Facts of the Speciality v Doncaster case
Doncaster had successfully (and without complaint) parallel imported the particular pharmaceutical in issue for a number of years and had simply over-stickered the existing EU boxes with an English language label using the generic name – “Trospium Chloride”. Because of the price differential between the UK and some other EU countries, these parallel imports were very successful and took a large amount of market share from the owner of the branded product (which was sold under the REGURIN mark). One of the reasons for such success was that the product was still covered by a patent, but this expired in 2009 and the market for Trospium Chloride was then substantially taken over by generics, with whom Doncaster could not compete on price.
There was, however, one market which the generics could not compete in – the market for the branded product (ie, the REGURIN branded market – to meet those prescriptions written not generically but by reference to the brand itself). The UK does not allow for generic substitution of medical products, so the ‘branded market’ could arguably be seen as a separate market. The size of that market will vary from product to product, depending (in part) on the effectiveness of the marketing of the brand owner.
In this case, the market for REGURIN prescriptions was quite small – less than 10 per cent of the total market (for one dosage strength) and about 30 per cent for the larger, slow release dosage. Nevertheless, Doncaster intended to bring in pharmaceuticals from France and Germany (where they had different brand names) and then re-box them and apply the REGURIN brand.
The judge (Mrs Justice Asplin) had to consider whether Doncaster had effective access to the market and whether the branded market was a separate market, which only the re-branding could give them access to.
She held that:
- The evidence was that Doncaster was not hindered from gaining effective access to the Trospium Chloride market – Doncaster had access to some 90 percent and 70 per cent respectively.
- To define the market by reference to the branded market alone was not appropriate, not least as to do so would essentially be self-fulfilling and contrary to EU case law which was concerned with access to the market as a whole.
- The UK medicines market is not structured in such a way as hinders effective access to parallel importers – quite the contrary given the encouragement of generic prescribing and the rules on reimbursement.

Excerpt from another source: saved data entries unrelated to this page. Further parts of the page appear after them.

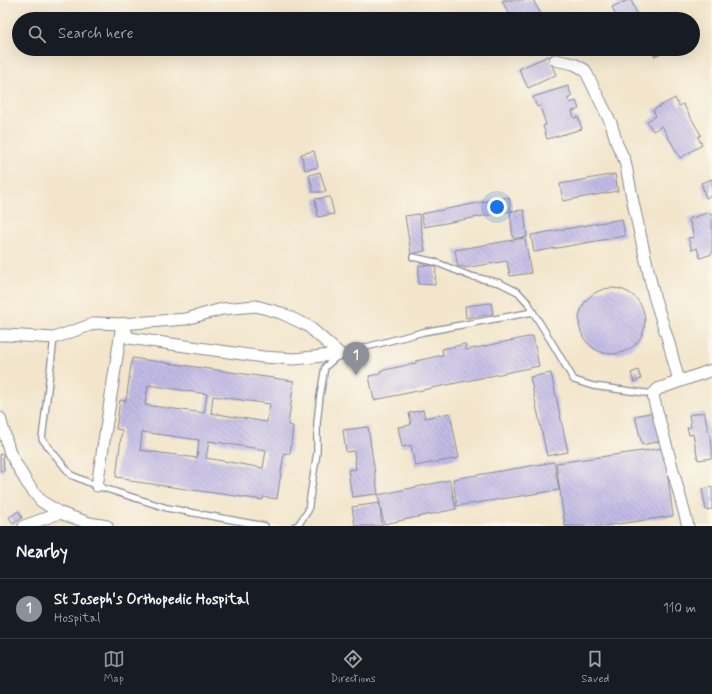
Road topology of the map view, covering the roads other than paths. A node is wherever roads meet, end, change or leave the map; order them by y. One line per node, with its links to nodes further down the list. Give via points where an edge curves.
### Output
1 (555, 60): 9 (street, via 574,64 585,70 611,123 625,161 654,296)
2 (413, 257): 3 (lane, via 500,283 518,292)
3 (533, 312): 7 (lane, via 423,332); 10 (lane, via 574,380 593,386)
4 (122, 324): 6 (street, via 96,323); 7 (street, via 129,338 263,357 295,359); 7 (street, via 186,319 222,309 256,306 281,313 308,326); 12 (street)
5 (0, 335): 6 (street)
6 (54, 338): 12 (lane, via 42,440 71,475)
7 (340, 354): 17 (lane, via 325,367 317,423 317,452 308,511)
8 (712, 370): 9 (street)
9 (679, 381): 10 (street, via 658,389)
10 (653, 394): 18 (street)
11 (0, 418): 13 (street, via 10,453 27,483 41,501)
12 (97, 486): 16 (lane, via 167,508)
13 (60, 513): 14 (street); 15 (street)
14 (24, 526)
15 (107, 526)
16 (265, 526)
17 (295, 526)
18 (688, 526)

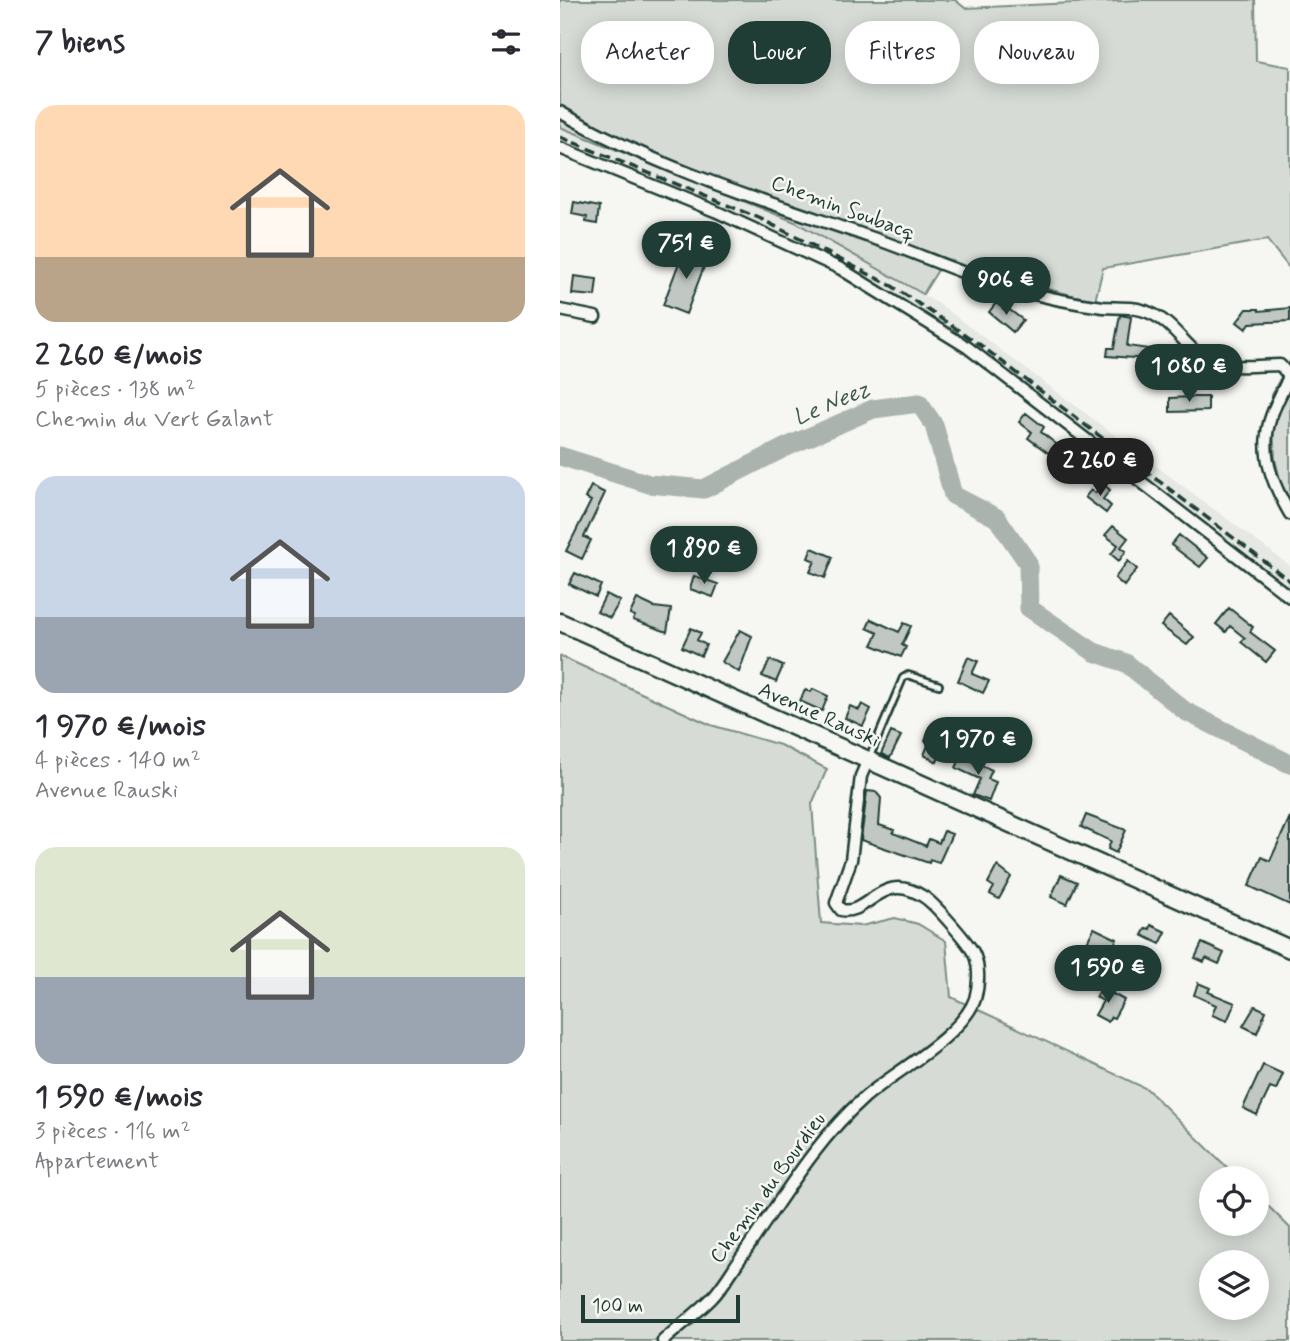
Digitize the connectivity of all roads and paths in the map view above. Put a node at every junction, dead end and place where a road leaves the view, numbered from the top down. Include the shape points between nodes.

- All Doncaster was doing was to seek a ‘commercial advantage’ by piggybacking on the branded product’s marketing – Doncaster were at liberty to create their own brand and try to create their own market for that brand.
This judgment brings the UK more into line with recent decisions in other EU countries than had historically been the case. Whilst there may be some products which have a high level of branded prescribing, these are likely to be few (particularly where the product itself has come off patent or is nearing the end of its patent life) and so repackaging and applying the UK brand is likely to be increasingly difficult.